• **Directions**
Check every line of the entries below for the word "阪和自動車道", and copy the ones that have it.
+ + +
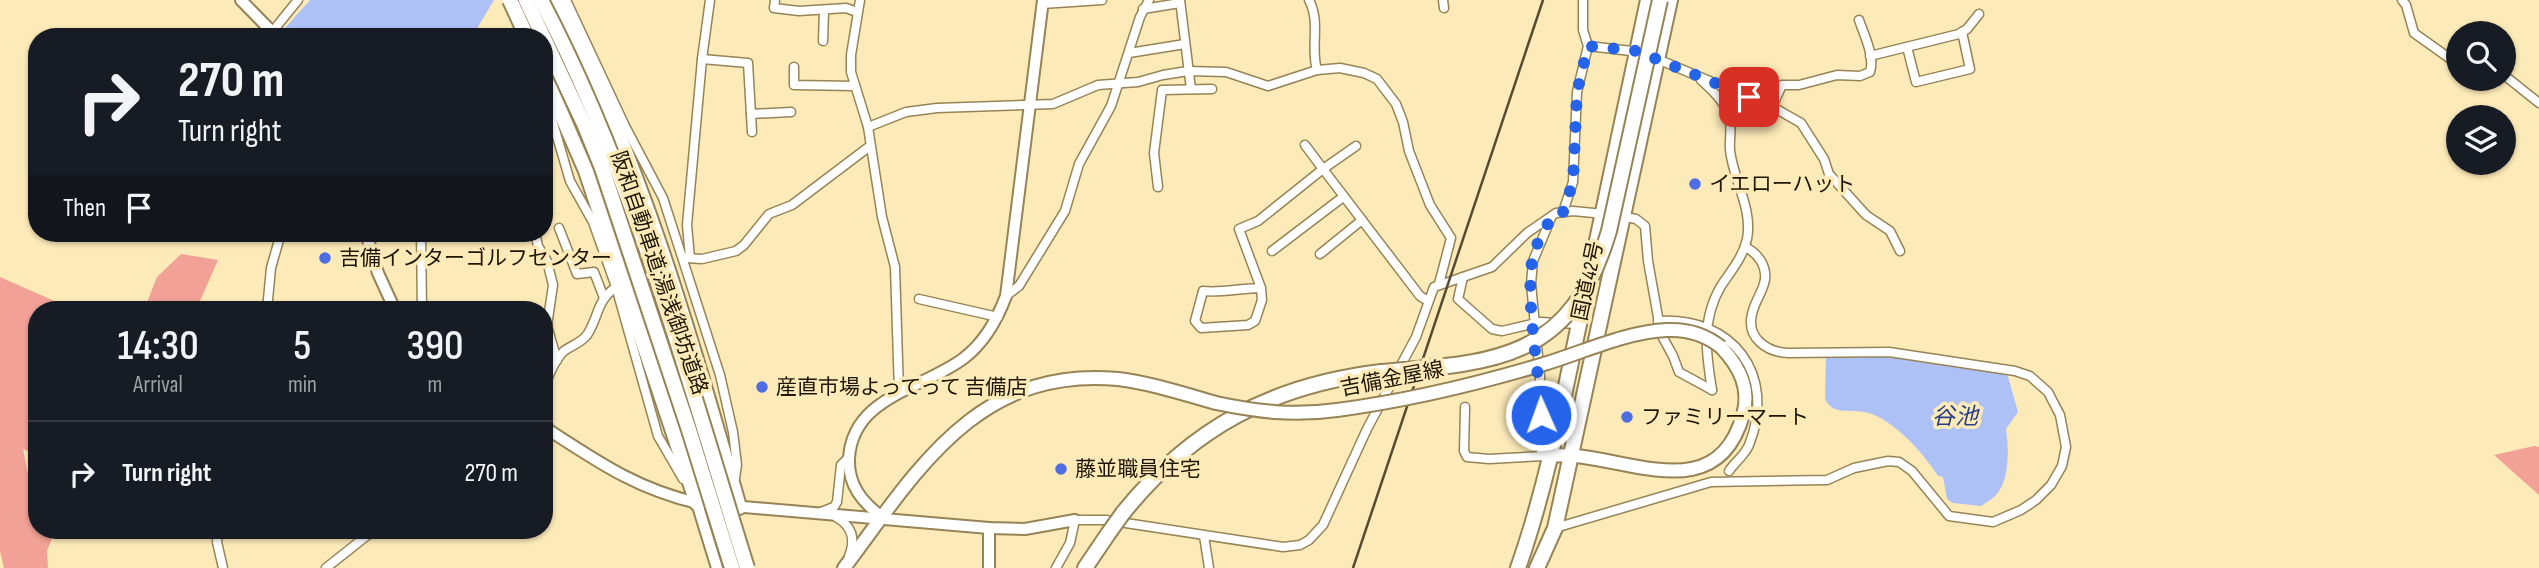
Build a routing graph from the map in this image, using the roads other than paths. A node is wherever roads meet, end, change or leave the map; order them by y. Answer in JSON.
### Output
{"nodes":[{"id":1,"x":241,"y":0,"type":"edge"},
{"id":2,"x":298,"y":0,"type":"edge"},
{"id":3,"x":510,"y":0,"type":"edge"},
{"id":4,"x":526,"y":0,"type":"edge"},
{"id":5,"x":541,"y":0,"type":"edge"},
{"id":6,"x":548,"y":0,"type":"edge"},
{"id":7,"x":557,"y":0,"type":"edge"},
{"id":8,"x":566,"y":0,"type":"edge"},
{"id":9,"x":710,"y":0,"type":"edge"},
{"id":10,"x":775,"y":0,"type":"edge"},
{"id":11,"x":860,"y":0,"type":"edge"},
{"id":12,"x":1102,"y":0,"type":"edge"},
{"id":13,"x":1149,"y":0,"type":"edge"},
{"id":14,"x":1309,"y":0,"type":"edge"},
{"id":15,"x":1583,"y":0,"type":"edge"},
{"id":16,"x":1648,"y":0,"type":"edge"},
{"id":17,"x":1660,"y":0,"type":"edge"},
{"id":18,"x":1670,"y":0,"type":"edge"},
{"id":19,"x":2402,"y":0,"type":"edge"},
{"id":20,"x":1074,"y":1,"type":"edge"},
{"id":21,"x":1180,"y":1,"type":"edge"},
{"id":22,"x":1042,"y":2,"type":"edge"},
{"id":23,"x":1143,"y":9,"type":"junction"},
{"id":24,"x":824,"y":11,"type":"junction"},
{"id":25,"x":858,"y":12,"type":"junction"},
{"id":26,"x":1979,"y":14,"type":"dead end"},
{"id":27,"x":1859,"y":20,"type":"dead end"},
{"id":28,"x":269,"y":28,"type":"edge"},
{"id":29,"x":279,"y":28,"type":"edge"},
{"id":30,"x":518,"y":28,"type":"edge"},
{"id":31,"x":523,"y":28,"type":"edge"},
{"id":32,"x":540,"y":28,"type":"edge"},
{"id":33,"x":1962,"y":32,"type":"junction"},
{"id":34,"x":823,"y":41,"type":"dead end"},
{"id":35,"x":1185,"y":44,"type":"junction"},
{"id":36,"x":1588,"y":46,"type":"junction"},
{"id":37,"x":1907,"y":47,"type":"junction"},
{"id":38,"x":1637,"y":51,"type":"junction"},
{"id":39,"x":1129,"y":53,"type":"junction"},
{"id":40,"x":553,"y":56,"type":"edge"},
{"id":41,"x":2446,"y":56,"type":"edge"},
{"id":42,"x":1870,"y":57,"type":"junction"},
{"id":43,"x":702,"y":59,"type":"junction"},
{"id":44,"x":1657,"y":59,"type":"junction"},
{"id":45,"x":794,"y":67,"type":"dead end"},
{"id":46,"x":1317,"y":70,"type":"junction"},
{"id":47,"x":1188,"y":71,"type":"junction"},
{"id":48,"x":1695,"y":74,"type":"junction"},
{"id":49,"x":1120,"y":83,"type":"junction"},
{"id":50,"x":2516,"y":85,"type":"edge"},
{"id":51,"x":855,"y":86,"type":"junction"},
{"id":52,"x":1191,"y":89,"type":"junction"},
{"id":53,"x":1212,"y":89,"type":"dead end"},
{"id":54,"x":553,"y":95,"type":"edge"},
{"id":55,"x":2539,"y":103,"type":"edge"},
{"id":56,"x":1029,"y":105,"type":"junction"},
{"id":57,"x":1772,"y":107,"type":"junction"},
{"id":58,"x":791,"y":112,"type":"dead end"},
{"id":59,"x":751,"y":114,"type":"junction"},
{"id":60,"x":553,"y":123,"type":"edge"},
{"id":61,"x":868,"y":127,"type":"junction"},
{"id":62,"x":752,"y":132,"type":"dead end"},
{"id":63,"x":1305,"y":145,"type":"dead end"},
{"id":64,"x":870,"y":146,"type":"junction"},
{"id":65,"x":1356,"y":146,"type":"dead end"},
{"id":66,"x":1323,"y":169,"type":"junction"},
{"id":67,"x":1158,"y":187,"type":"dead end"},
{"id":68,"x":1343,"y":197,"type":"junction"},
{"id":69,"x":1563,"y":212,"type":"junction"},
{"id":70,"x":1602,"y":214,"type":"junction"},
{"id":71,"x":1552,"y":216,"type":"junction"},
{"id":72,"x":1624,"y":216,"type":"junction"},
{"id":73,"x":1362,"y":220,"type":"junction"},
{"id":74,"x":559,"y":228,"type":"dead end"},
{"id":75,"x":278,"y":242,"type":"edge"},
{"id":76,"x":369,"y":242,"type":"edge"},
{"id":77,"x":421,"y":242,"type":"edge"},
{"id":78,"x":537,"y":242,"type":"edge"},
{"id":79,"x":1745,"y":247,"type":"junction"},
{"id":80,"x":1272,"y":251,"type":"dead end"},
{"id":81,"x":1900,"y":251,"type":"dead end"},
{"id":82,"x":1320,"y":254,"type":"dead end"},
{"id":83,"x":686,"y":258,"type":"junction"},
{"id":84,"x":1463,"y":278,"type":"junction"},
{"id":85,"x":1439,"y":284,"type":"junction"},
{"id":86,"x":616,"y":287,"type":"junction"},
{"id":87,"x":1261,"y":288,"type":"junction"},
{"id":88,"x":1006,"y":296,"type":"junction"},
{"id":89,"x":604,"y":299,"type":"junction"},
{"id":90,"x":919,"y":299,"type":"dead end"},
{"id":91,"x":268,"y":301,"type":"edge"},
{"id":92,"x":391,"y":301,"type":"edge"},
{"id":93,"x":422,"y":301,"type":"edge"},
{"id":94,"x":551,"y":301,"type":"edge"},
{"id":95,"x":1428,"y":301,"type":"junction"},
{"id":96,"x":998,"y":317,"type":"junction"},
{"id":97,"x":1658,"y":321,"type":"junction"},
{"id":98,"x":1534,"y":323,"type":"junction"},
{"id":99,"x":1578,"y":324,"type":"junction"},
{"id":100,"x":1707,"y":326,"type":"junction"},
{"id":101,"x":553,"y":346,"type":"edge"},
{"id":102,"x":557,"y":360,"type":"junction"},
{"id":103,"x":553,"y":368,"type":"edge"},
{"id":104,"x":899,"y":392,"type":"junction"},
{"id":105,"x":1465,"y":407,"type":"dead end"},
{"id":106,"x":553,"y":434,"type":"edge"},
{"id":107,"x":1724,"y":450,"type":"junction"},
{"id":108,"x":1570,"y":454,"type":"junction"},
{"id":109,"x":850,"y":456,"type":"junction"},
{"id":110,"x":1546,"y":456,"type":"junction"},
{"id":111,"x":1729,"y":471,"type":"junction"},
{"id":112,"x":1731,"y":481,"type":"junction"},
{"id":113,"x":697,"y":503,"type":"junction"},
{"id":114,"x":739,"y":507,"type":"junction"},
{"id":115,"x":814,"y":513,"type":"junction"},
{"id":116,"x":832,"y":514,"type":"junction"},
{"id":117,"x":881,"y":517,"type":"junction"},
{"id":118,"x":1075,"y":520,"type":"junction"},
{"id":119,"x":989,"y":528,"type":"junction"},
{"id":120,"x":1555,"y":528,"type":"junction"},
{"id":121,"x":1204,"y":536,"type":"junction"},
{"id":122,"x":217,"y":539,"type":"edge"},
{"id":123,"x":363,"y":539,"type":"edge"},
{"id":124,"x":223,"y":568,"type":"edge"},
{"id":125,"x":326,"y":568,"type":"edge"},
{"id":126,"x":717,"y":568,"type":"edge"},
{"id":127,"x":732,"y":568,"type":"edge"},
{"id":128,"x":747,"y":568,"type":"edge"},
{"id":129,"x":844,"y":568,"type":"edge"},
{"id":130,"x":989,"y":568,"type":"edge"},
{"id":131,"x":1056,"y":568,"type":"edge"},
{"id":132,"x":1085,"y":568,"type":"edge"},
{"id":133,"x":1209,"y":568,"type":"edge"},
{"id":134,"x":1518,"y":568,"type":"edge"},
{"id":135,"x":1537,"y":568,"type":"edge"}],
"edges":[{"from":1,"to":28,"type":"street"},
{"from":2,"to":29,"type":"street"},
{"from":3,"to":31,"type":"highway","bridge":true},
{"from":4,"to":32,"type":"highway","name":"阪和自動車道;湯浅御坊道路","bridge":true},
{"from":5,"to":128,"type":"highway","name":"阪和自動車道;湯浅御坊道路","bridge":true},
{"from":6,"to":30,"type":"street"},
{"from":7,"to":114,"type":"highway"},
{"from":8,"to":83,"type":"street"},
{"from":9,"to":43,"type":"street"},
{"from":10,"to":24,"type":"street"},
{"from":11,"to":25,"type":"street"},
{"from":12,"to":20,"type":"street"},
{"from":13,"to":23,"type":"street"},
{"from":14,"to":46,"type":"street"},
{"from":15,"to":36,"type":"street"},
{"from":16,"to":38,"type":"highway","name":"国道42号"},
{"from":17,"to":132,"type":"highway","bridge":true},
{"from":18,"to":44,"type":"highway","name":"国道42号"},
{"from":19,"to":41,"type":"street"},
{"from":20,"to":22,"type":"street"},
{"from":21,"to":23,"type":"street"},
{"from":21,"to":35,"type":"street"},
{"from":22,"to":56,"type":"street"},
{"from":23,"to":39,"type":"street"},
{"from":24,"to":25,"type":"street"},
{"from":24,"to":34,"type":"street"},
{"from":25,"to":51,"type":"street"},
{"from":26,"to":33,"type":"street"},
{"from":27,"to":42,"type":"street"},
{"from":33,"to":37,"type":"street"},
{"from":33,"to":37,"type":"street"},
{"from":35,"to":39,"type":"street"},
{"from":35,"to":47,"type":"street"},
{"from":36,"to":38,"type":"street"},
{"from":36,"to":69,"type":"street"},
{"from":37,"to":42,"type":"street"},
{"from":38,"to":44,"type":"street"},
{"from":38,"to":70,"type":"highway","name":"国道42号"},
{"from":39,"to":49,"type":"street"},
{"from":40,"to":127,"type":"highway","name":"阪和自動車道;湯浅御坊道路","bridge":true},
{"from":42,"to":57,"type":"street"},
{"from":43,"to":59,"type":"street"},
{"from":43,"to":83,"type":"street"},
{"from":44,"to":48,"type":"street"},
{"from":44,"to":72,"type":"highway","name":"国道42号"},
{"from":45,"to":51,"type":"street"},
{"from":46,"to":47,"type":"street"},
{"from":46,"to":85,"type":"street"},
{"from":47,"to":49,"type":"street"},
{"from":47,"to":52,"type":"street"},
{"from":48,"to":57,"type":"street"},
{"from":48,"to":79,"type":"street"},
{"from":49,"to":56,"type":"street"},
{"from":49,"to":88,"type":"street"},
{"from":50,"to":55,"type":"street"},
{"from":51,"to":61,"type":"street"},
{"from":52,"to":53,"type":"street"},
{"from":52,"to":67,"type":"street"},
{"from":54,"to":113,"type":"highway"},
{"from":56,"to":61,"type":"street"},
{"from":56,"to":88,"type":"street"},
{"from":57,"to":81,"type":"street"},
{"from":58,"to":59,"type":"street"},
{"from":59,"to":62,"type":"street"},
{"from":60,"to":86,"type":"street"},
{"from":61,"to":64,"type":"street"},
{"from":63,"to":66,"type":"street"},
{"from":64,"to":83,"type":"street"},
{"from":64,"to":104,"type":"street"},
{"from":65,"to":66,"type":"street"},
{"from":66,"to":68,"type":"street"},
{"from":66,"to":87,"type":"street"},
{"from":68,"to":73,"type":"street"},
{"from":68,"to":80,"type":"street"},
{"from":69,"to":70,"type":"street"},
{"from":69,"to":71,"type":"street"},
{"from":70,"to":72,"type":"street"},
{"from":70,"to":99,"type":"highway","name":"国道42号"},
{"from":71,"to":84,"type":"street"},
{"from":71,"to":98,"type":"street"},
{"from":72,"to":97,"type":"street"},
{"from":72,"to":108,"type":"highway","name":"国道42号"},
{"from":73,"to":82,"type":"street"},
{"from":73,"to":95,"type":"street"},
{"from":74,"to":89,"type":"street"},
{"from":75,"to":91,"type":"street"},
{"from":76,"to":92,"type":"street"},
{"from":77,"to":93,"type":"street"},
{"from":78,"to":94,"type":"street"},
{"from":79,"to":100,"type":"street"},
{"from":79,"to":112,"type":"street"},
{"from":83,"to":114,"type":"street"},
{"from":84,"to":85,"type":"street"},
{"from":84,"to":98,"type":"street"},
{"from":85,"to":95,"type":"street"},
{"from":86,"to":89,"type":"street"},
{"from":86,"to":113,"type":"street"},
{"from":87,"to":87,"type":"street"},
{"from":88,"to":96,"type":"street"},
{"from":89,"to":102,"type":"street"},
{"from":90,"to":96,"type":"street"},
{"from":95,"to":121,"type":"street"},
{"from":96,"to":104,"type":"street"},
{"from":97,"to":100,"type":"street"},
{"from":97,"to":100,"type":"street"},
{"from":98,"to":99,"type":"street"},
{"from":98,"to":110,"type":"street"},
{"from":99,"to":110,"type":"highway","name":"国道42号"},
{"from":100,"to":111,"type":"street"},
{"from":101,"to":102,"type":"street"},
{"from":102,"to":103,"type":"street"},
{"from":104,"to":109,"type":"street"},
{"from":105,"to":110,"type":"street"},
{"from":106,"to":113,"type":"street"},
{"from":107,"to":108,"type":"main road","name":"吉備金屋線"},
{"from":107,"to":111,"type":"street"},
{"from":107,"to":117,"type":"main road","name":"吉備金屋線","bridge":true},
{"from":108,"to":110,"type":"main road","name":"吉備金屋線"},
{"from":108,"to":120,"type":"highway","name":"国道42号"},
{"from":109,"to":115,"type":"street"},
{"from":109,"to":117,"type":"street"},
{"from":110,"to":134,"type":"highway","name":"国道42号"},
{"from":111,"to":112,"type":"street"},
{"from":112,"to":120,"type":"street"},
{"from":113,"to":114,"type":"street"},
{"from":113,"to":126,"type":"street"},
{"from":114,"to":115,"type":"street"},
{"from":115,"to":116,"type":"street"},
{"from":116,"to":117,"type":"street"},
{"from":116,"to":129,"type":"street"},
{"from":117,"to":119,"type":"street"},
{"from":117,"to":129,"type":"main road","name":"吉備金屋線"},
{"from":118,"to":119,"type":"street"},
{"from":118,"to":121,"type":"street"},
{"from":118,"to":131,"type":"street"},
{"from":119,"to":130,"type":"street"},
{"from":120,"to":135,"type":"highway","name":"国道42号"},
{"from":121,"to":133,"type":"street"},
{"from":122,"to":124,"type":"street"},
{"from":123,"to":125,"type":"street"}]}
+ + +
• **Result of this exercise**
{"from":4,"to":32,"type":"highway","name":"阪和自動車道;湯浅御坊道路","bridge":true},
{"from":5,"to":128,"type":"highway","name":"阪和自動車道;湯浅御坊道路","bridge":true},
{"from":40,"to":127,"type":"highway","name":"阪和自動車道;湯浅御坊道路","bridge":true},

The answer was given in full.